小さな声でぽつりとつぶやいて、あまつさえ目をとじて、陶然とした表情で龍也に抱かれる葵。座っている場所がどこか、この子はわかっているのか。そのまま一気に押し倒して覆いかぶさりたいのを耐えるように、龍也はやや腕にちからをこめた。

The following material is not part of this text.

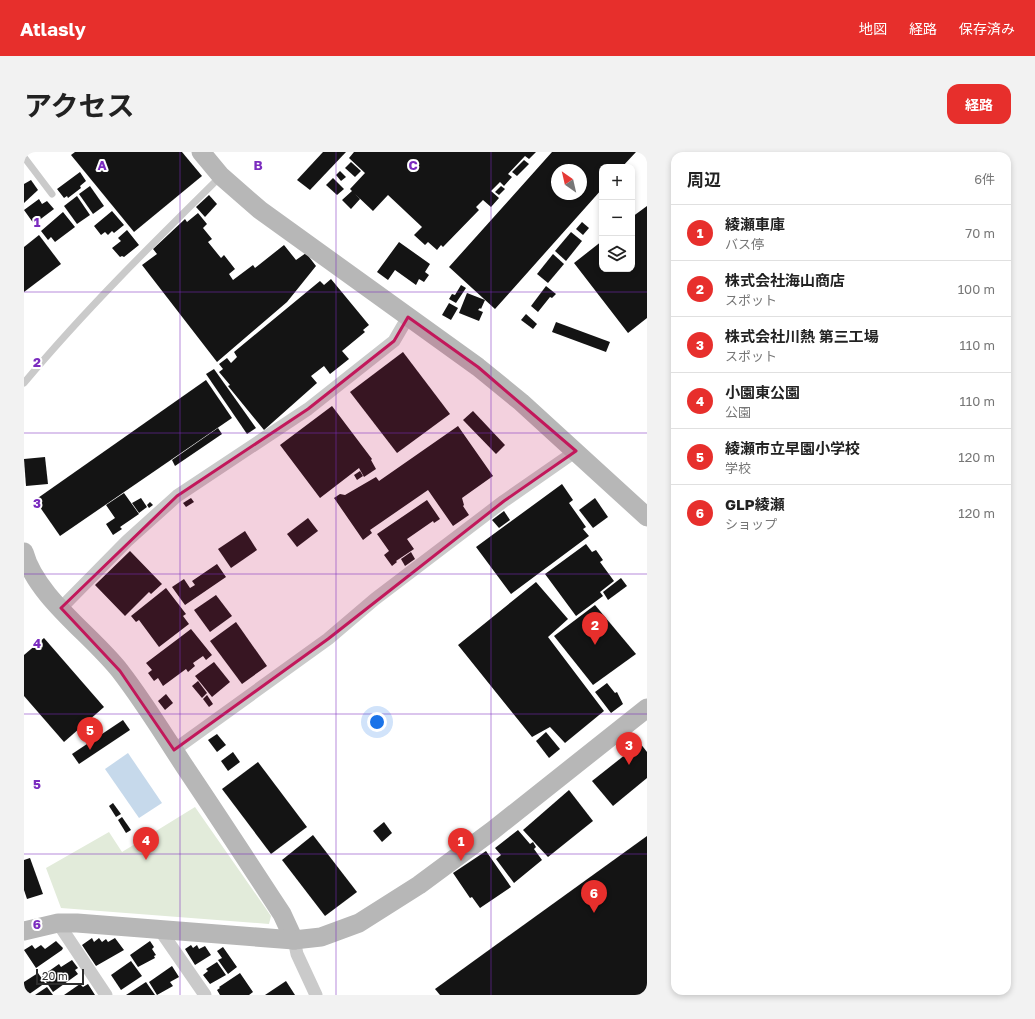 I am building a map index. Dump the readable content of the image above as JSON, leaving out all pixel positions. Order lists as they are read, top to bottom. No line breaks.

「龍也先輩に、こーしてもらうことが、ゆめだったので……」

なら言えよ。いつでもしてやったのに。

そう思いながら、龍也は、
「前もやっただろ?」
もう一度たずねる。

「いや、あれは、ちょっとちがう……。龍也先輩、あのとき、どうしてああいうことをしたんですか?」

さあなと真顔で龍也ははぐらかす。

あれもわるくなかったけれど。
葵は、こうして、穏やかな龍也に抱かれているほうが安心できると、こころから思った。

龍也は、くせのように、ポケットのたばこに手が伸びるが、今度はおさえた。

「あ、あの、吸ってください。ほんとに。気にせず」

だから目がついてやがんのかと。龍也がからかうように、葵の耳元を指でくすぐると、葵は思い切りからだをすくめて嫌がった。悪くない反応だ。龍也は、今後の参考のために、この反応をしっかりと頭に刻みつけた。

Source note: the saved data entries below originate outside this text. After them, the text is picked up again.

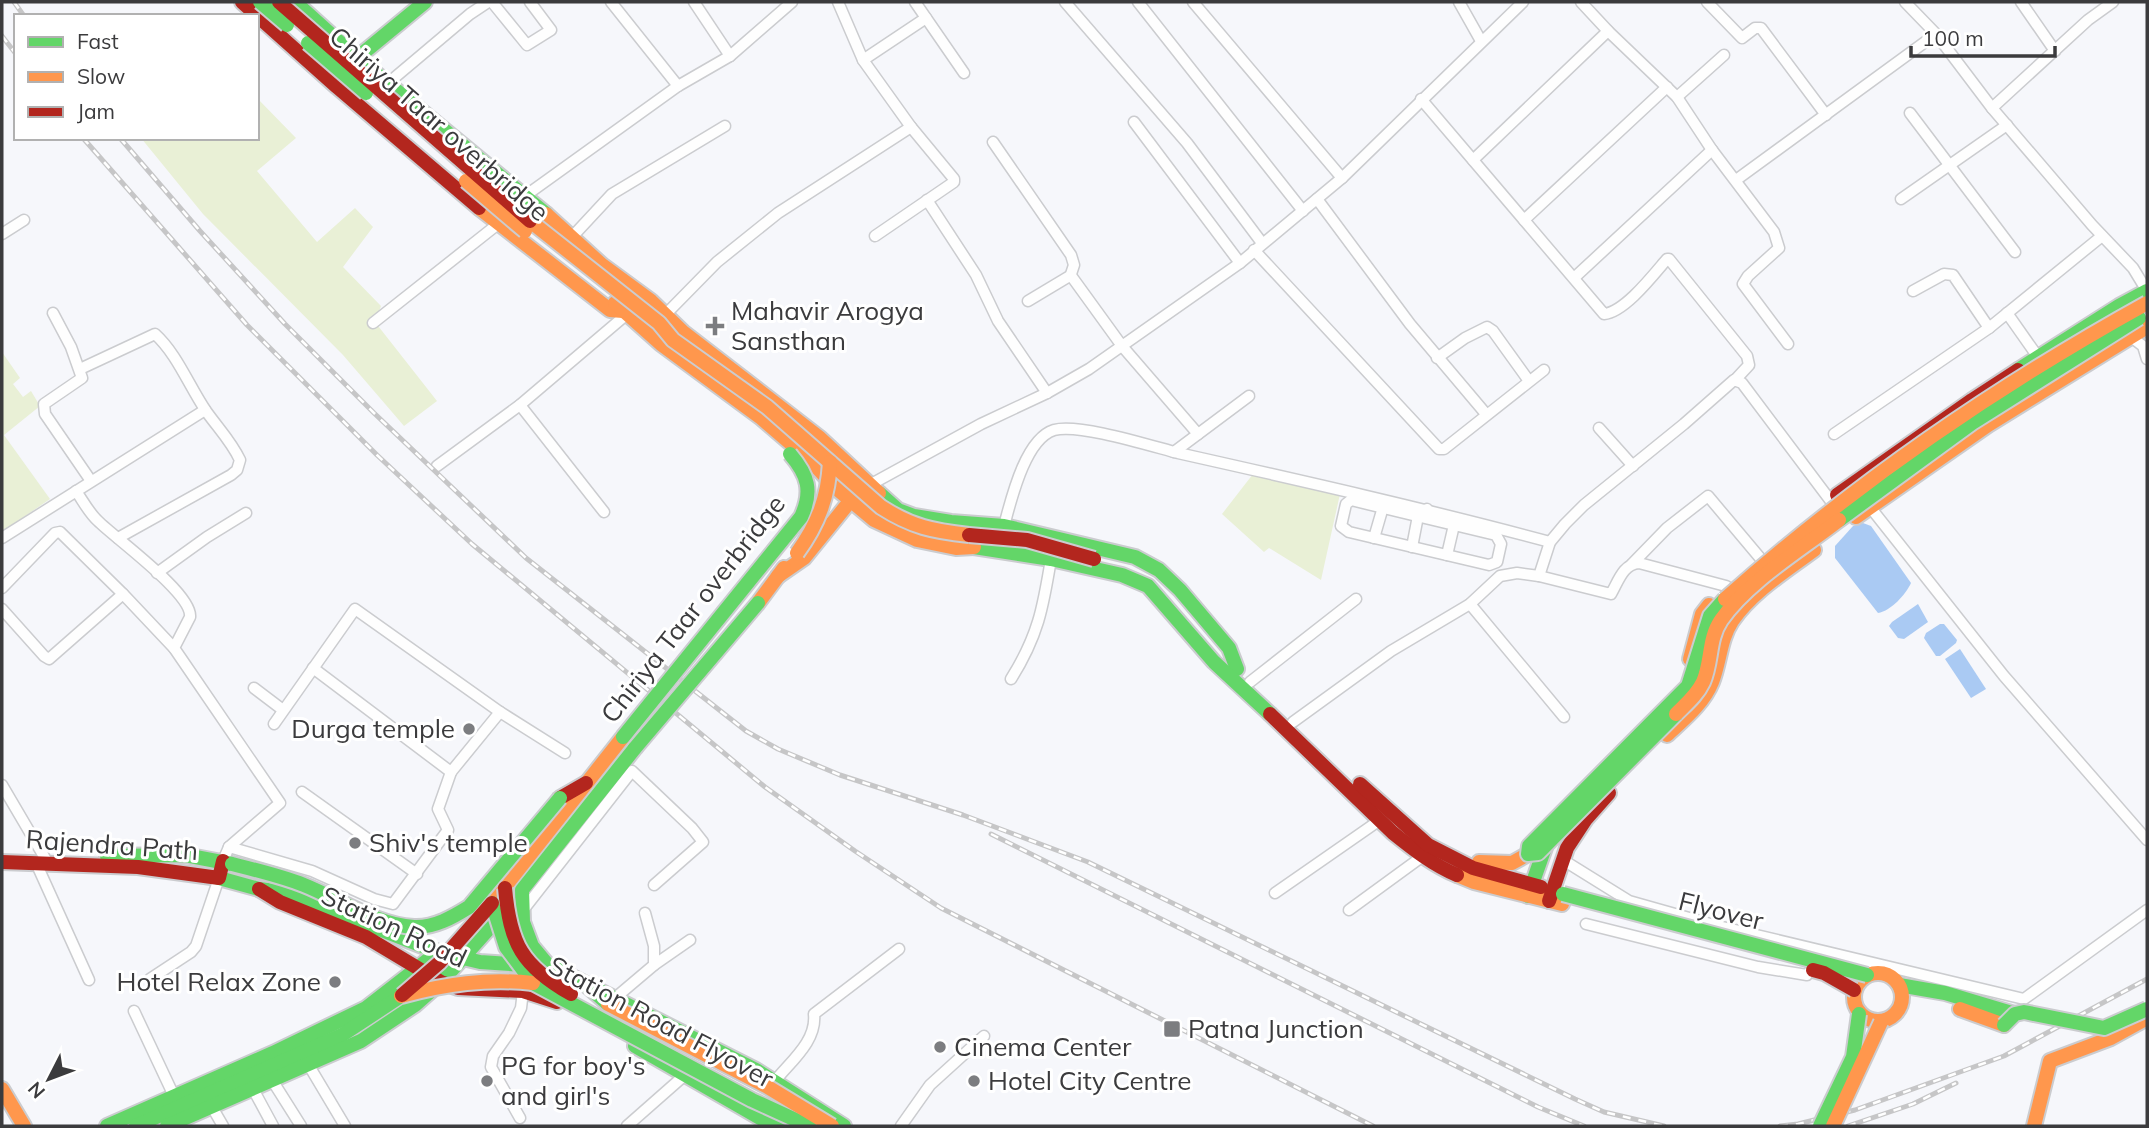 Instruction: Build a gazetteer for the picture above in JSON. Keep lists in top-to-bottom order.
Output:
{
  "streets": {
    "main road": [
      "Chiriya Taar overbridge",
      "Rajendra Path",
      "Flyover",
      "Station Road",
      "Station Road Flyover"
    ]
  },
  "crossings": [
    ["Chiriya Taar overbridge", "Station Road"],
    ["Chiriya Taar overbridge", "Station Road Flyover"],
    ["Rajendra Path", "Station Road"],
    ["Station Road", "Station Road Flyover"]
  ],
  "places": {
    "health": ["Mahavir Arogya Sansthan"],
    "other": [
      "Durga temple",
      "Shiv's temple",
      "Hotel Relax Zone",
      "Cinema Center",
      "PG for boy's and girl's",
      "Hotel City Centre"
    ],
    "transit": ["Patna Junction"]
  },
  "legend": ["Fast", "Slow", "Jam"],
  "scale_bar": "100 m",
  "north": "bottom left"
}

葵の、肩までのさらさらの黒髪をかき分けると、見えるのは白くて細い首筋。かきわけ、ふれるだけで、葵が初々しい反応をみせた。そのままそっと龍也はくちびるをあてた。吸うのはやめておいて、ふれただけで離れる。葵ののどから、かすかな息の音がしただけで、龍也は満足した。

「あの、どうしてわたし服を脱がされたんですか……」
胸元に寄りかかったまま、葵がたずねる。

「こうしたほうがあったけーだろ」
葵の頭を撫でながら、龍也はしれっとこたえた。

「??あ、はい、あったかいですね。コート着てるより、龍也先輩にくっついてるほうが、あったかいです」

すっかり後ろから抱かれることに慣れた葵が、龍也の胸元に、あらためて体をあずけた。
龍也の言葉を疑うことなく、素直に受け止め、葵は安心しきって龍也に抱かれている。
ぴったりと龍也にくっついたまま、静かに目を閉じた。

わがままひとついわない。今迄も、たった今も、じっと黙って龍也のそばにいる、年下の少女。

そんなに安心してもらっては困るのだが。

真意を隠して、まだしばらくは、この少女のペースに合わせることを、龍也は誓った。